(Stored data entries)
────────────────────────────────────────

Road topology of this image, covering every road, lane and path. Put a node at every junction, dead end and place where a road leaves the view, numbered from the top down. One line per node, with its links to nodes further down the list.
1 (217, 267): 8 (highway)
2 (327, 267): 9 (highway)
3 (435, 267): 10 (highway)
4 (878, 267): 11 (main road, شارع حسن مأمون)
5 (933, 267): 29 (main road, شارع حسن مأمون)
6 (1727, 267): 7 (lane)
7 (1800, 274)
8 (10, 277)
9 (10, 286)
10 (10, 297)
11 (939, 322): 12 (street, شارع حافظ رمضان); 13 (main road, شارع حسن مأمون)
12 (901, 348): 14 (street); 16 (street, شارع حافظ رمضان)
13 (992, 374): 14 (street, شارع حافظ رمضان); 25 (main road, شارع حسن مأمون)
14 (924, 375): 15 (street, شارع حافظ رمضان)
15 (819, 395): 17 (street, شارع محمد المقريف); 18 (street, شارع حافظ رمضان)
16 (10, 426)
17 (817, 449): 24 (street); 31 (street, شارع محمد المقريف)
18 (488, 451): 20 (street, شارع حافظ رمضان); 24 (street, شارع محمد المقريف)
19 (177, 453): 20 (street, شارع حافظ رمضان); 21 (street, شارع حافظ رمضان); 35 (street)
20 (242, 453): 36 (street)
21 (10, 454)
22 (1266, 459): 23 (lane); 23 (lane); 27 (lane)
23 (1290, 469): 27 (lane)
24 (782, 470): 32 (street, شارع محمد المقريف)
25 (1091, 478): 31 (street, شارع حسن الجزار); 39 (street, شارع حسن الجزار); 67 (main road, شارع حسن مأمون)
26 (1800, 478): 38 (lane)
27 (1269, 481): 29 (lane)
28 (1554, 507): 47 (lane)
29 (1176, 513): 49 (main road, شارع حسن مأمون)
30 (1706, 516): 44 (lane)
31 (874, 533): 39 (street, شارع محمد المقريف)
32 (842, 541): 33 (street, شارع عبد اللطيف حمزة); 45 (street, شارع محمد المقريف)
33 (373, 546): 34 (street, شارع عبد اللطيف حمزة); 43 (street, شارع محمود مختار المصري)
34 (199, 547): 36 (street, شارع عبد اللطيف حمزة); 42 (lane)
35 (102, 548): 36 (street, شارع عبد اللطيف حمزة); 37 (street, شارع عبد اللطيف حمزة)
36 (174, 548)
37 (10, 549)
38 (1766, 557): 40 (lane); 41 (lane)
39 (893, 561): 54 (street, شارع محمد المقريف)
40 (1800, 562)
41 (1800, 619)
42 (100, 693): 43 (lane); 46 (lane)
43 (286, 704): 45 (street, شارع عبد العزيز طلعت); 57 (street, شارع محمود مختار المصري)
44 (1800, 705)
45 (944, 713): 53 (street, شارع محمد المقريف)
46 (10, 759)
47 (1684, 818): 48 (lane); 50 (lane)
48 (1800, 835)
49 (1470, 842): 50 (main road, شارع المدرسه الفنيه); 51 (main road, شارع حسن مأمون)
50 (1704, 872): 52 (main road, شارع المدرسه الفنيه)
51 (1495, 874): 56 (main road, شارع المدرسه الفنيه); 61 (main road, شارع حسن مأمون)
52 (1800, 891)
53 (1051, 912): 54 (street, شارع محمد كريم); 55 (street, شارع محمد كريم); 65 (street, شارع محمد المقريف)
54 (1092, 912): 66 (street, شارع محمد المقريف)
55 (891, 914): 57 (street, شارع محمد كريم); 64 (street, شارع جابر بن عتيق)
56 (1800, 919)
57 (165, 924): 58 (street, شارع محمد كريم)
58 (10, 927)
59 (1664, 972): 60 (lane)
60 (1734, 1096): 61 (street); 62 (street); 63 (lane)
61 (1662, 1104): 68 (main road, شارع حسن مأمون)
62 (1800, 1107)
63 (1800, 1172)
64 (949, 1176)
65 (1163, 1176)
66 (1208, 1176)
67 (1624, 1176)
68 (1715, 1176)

────────────────────────────────────────

## [PROBLEM TO SOLVE]
Output every entry shown above, exactly.

## [EXERCISE RESULT]
Road topology of this image, covering every road, lane and path. Put a node at every junction, dead end and place where a road leaves the view, numbered from the top down. One line per node, with its links to nodes further down the list.
1 (217, 267): 8 (highway)
2 (327, 267): 9 (highway)
3 (435, 267): 10 (highway)
4 (878, 267): 11 (main road, شارع حسن مأمون)
5 (933, 267): 29 (main road, شارع حسن مأمون)
6 (1727, 267): 7 (lane)
7 (1800, 274)
8 (10, 277)
9 (10, 286)
10 (10, 297)
11 (939, 322): 12 (street, شارع حافظ رمضان); 13 (main road, شارع حسن مأمون)
12 (901, 348): 14 (street); 16 (street, شارع حافظ رمضان)
13 (992, 374): 14 (street, شارع حافظ رمضان); 25 (main road, شارع حسن مأمون)
14 (924, 375): 15 (street, شارع حافظ رمضان)
15 (819, 395): 17 (street, شارع محمد المقريف); 18 (street, شارع حافظ رمضان)
16 (10, 426)
17 (817, 449): 24 (street); 31 (street, شارع محمد المقريف)
18 (488, 451): 20 (street, شارع حافظ رمضان); 24 (street, شارع محمد المقريف)
19 (177, 453): 20 (street, شارع حافظ رمضان); 21 (street, شارع حافظ رمضان); 35 (street)
20 (242, 453): 36 (street)
21 (10, 454)
22 (1266, 459): 23 (lane); 23 (lane); 27 (lane)
23 (1290, 469): 27 (lane)
24 (782, 470): 32 (street, شارع محمد المقريف)
25 (1091, 478): 31 (street, شارع حسن الجزار); 39 (street, شارع حسن الجزار); 67 (main road, شارع حسن مأمون)
26 (1800, 478): 38 (lane)
27 (1269, 481): 29 (lane)
28 (1554, 507): 47 (lane)
29 (1176, 513): 49 (main road, شارع حسن مأمون)
30 (1706, 516): 44 (lane)
31 (874, 533): 39 (street, شارع محمد المقريف)
32 (842, 541): 33 (street, شارع عبد اللطيف حمزة); 45 (street, شارع محمد المقريف)
33 (373, 546): 34 (street, شارع عبد اللطيف حمزة); 43 (street, شارع محمود مختار المصري)
34 (199, 547): 36 (street, شارع عبد اللطيف حمزة); 42 (lane)
35 (102, 548): 36 (street, شارع عبد اللطيف حمزة); 37 (street, شارع عبد اللطيف حمزة)
36 (174, 548)
37 (10, 549)
38 (1766, 557): 40 (lane); 41 (lane)
39 (893, 561): 54 (street, شارع محمد المقريف)
40 (1800, 562)
41 (1800, 619)
42 (100, 693): 43 (lane); 46 (lane)
43 (286, 704): 45 (street, شارع عبد العزيز طلعت); 57 (street, شارع محمود مختار المصري)
44 (1800, 705)
45 (944, 713): 53 (street, شارع محمد المقريف)
46 (10, 759)
47 (1684, 818): 48 (lane); 50 (lane)
48 (1800, 835)
49 (1470, 842): 50 (main road, شارع المدرسه الفنيه); 51 (main road, شارع حسن مأمون)
50 (1704, 872): 52 (main road, شارع المدرسه الفنيه)
51 (1495, 874): 56 (main road, شارع المدرسه الفنيه); 61 (main road, شارع حسن مأمون)
52 (1800, 891)
53 (1051, 912): 54 (street, شارع محمد كريم); 55 (street, شارع محمد كريم); 65 (street, شارع محمد المقريف)
54 (1092, 912): 66 (street, شارع محمد المقريف)
55 (891, 914): 57 (street, شارع محمد كريم); 64 (street, شارع جابر بن عتيق)
56 (1800, 919)
57 (165, 924): 58 (street, شارع محمد كريم)
58 (10, 927)
59 (1664, 972): 60 (lane)
60 (1734, 1096): 61 (street); 62 (street); 63 (lane)
61 (1662, 1104): 68 (main road, شارع حسن مأمون)
62 (1800, 1107)
63 (1800, 1172)
64 (949, 1176)
65 (1163, 1176)
66 (1208, 1176)
67 (1624, 1176)
68 (1715, 1176)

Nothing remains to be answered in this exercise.